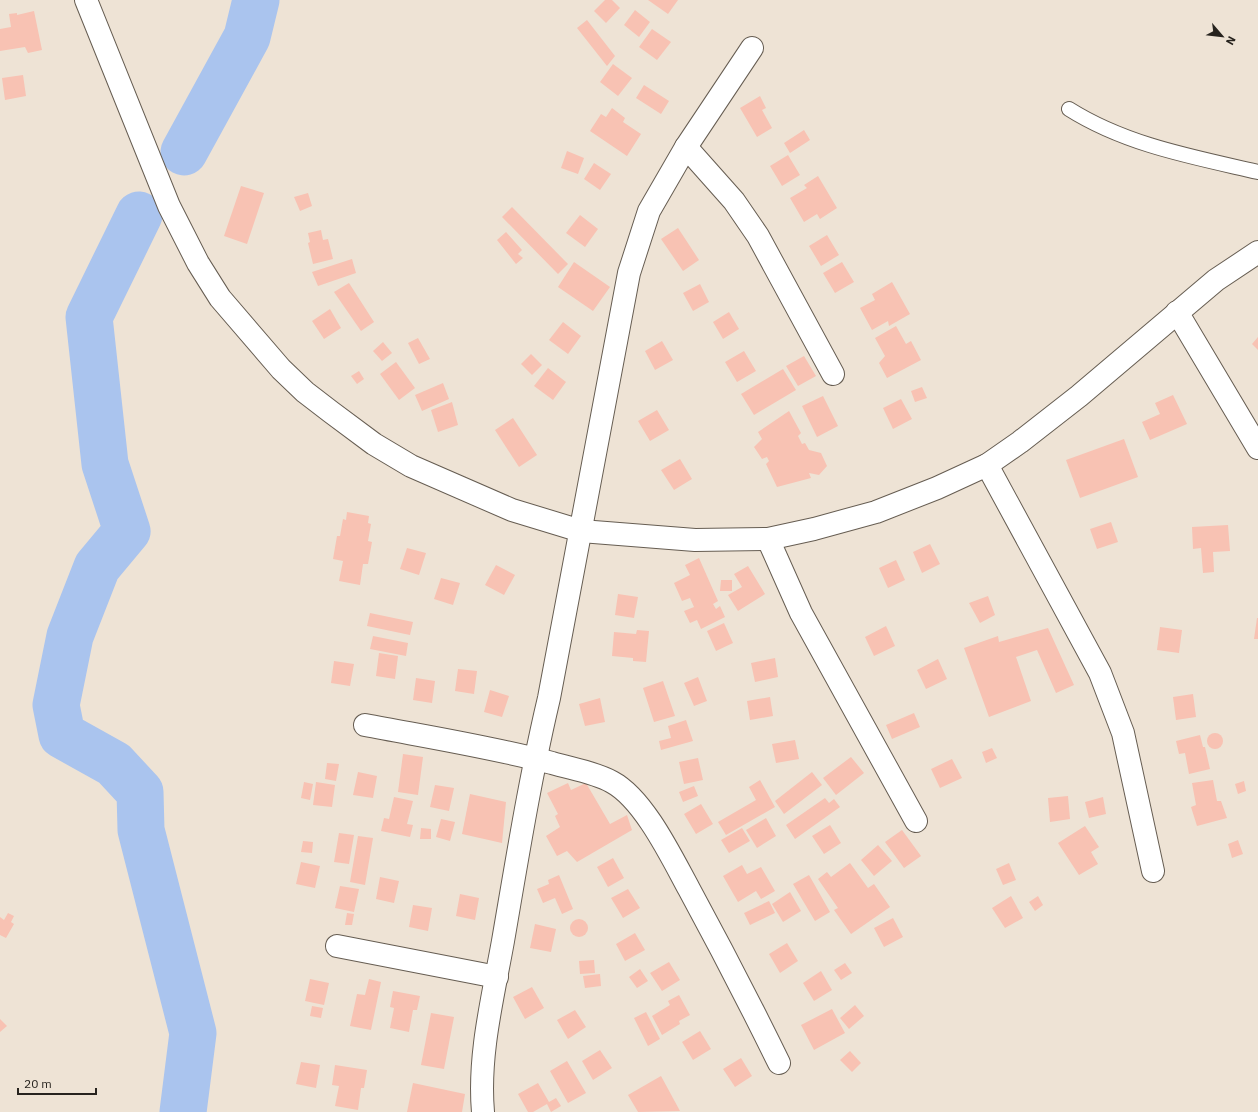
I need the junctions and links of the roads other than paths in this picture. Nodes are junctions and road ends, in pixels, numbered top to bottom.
1 (86, 0) edge
2 (752, 48) dead end
3 (1069, 109) dead end
4 (686, 148) junction
5 (1258, 172) edge
6 (1258, 252) edge
7 (1177, 312) junction
8 (833, 374) dead end
9 (1258, 448) edge
10 (987, 465) junction
11 (581, 531) junction
12 (768, 539) junction
13 (365, 725) dead end
14 (535, 759) junction
15 (916, 821) dead end
16 (1153, 871) dead end
17 (337, 946) dead end
18 (496, 977) junction
19 (779, 1063) dead end
20 (483, 1112) edge

1 - 11 street
2 - 4 street
3 - 5 lane
4 - 8 street
4 - 11 street
6 - 7 street
7 - 9 street
7 - 10 street
10 - 12 street
10 - 16 street
11 - 12 street
11 - 14 street
12 - 15 street
13 - 14 street
14 - 18 street
14 - 19 street
17 - 18 street
18 - 20 street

## WHAT TO WORK ON:
Before you print the records, please set aside any pictures and keep everything else exact.

## EXERCISE RESULT:
I need the junctions and links of the roads other than paths in this picture. Nodes are junctions and road ends, in pixels, numbered top to bottom.
1 (86, 0) edge
2 (752, 48) dead end
3 (1069, 109) dead end
4 (686, 148) junction
5 (1258, 172) edge
6 (1258, 252) edge
7 (1177, 312) junction
8 (833, 374) dead end
9 (1258, 448) edge
10 (987, 465) junction
11 (581, 531) junction
12 (768, 539) junction
13 (365, 725) dead end
14 (535, 759) junction
15 (916, 821) dead end
16 (1153, 871) dead end
17 (337, 946) dead end
18 (496, 977) junction
19 (779, 1063) dead end
20 (483, 1112) edge

1 - 11 street
2 - 4 street
3 - 5 lane
4 - 8 street
4 - 11 street
6 - 7 street
7 - 9 street
7 - 10 street
10 - 12 street
10 - 16 street
11 - 12 street
11 - 14 street
12 - 15 street
13 - 14 street
14 - 18 street
14 - 19 street
17 - 18 street
18 - 20 street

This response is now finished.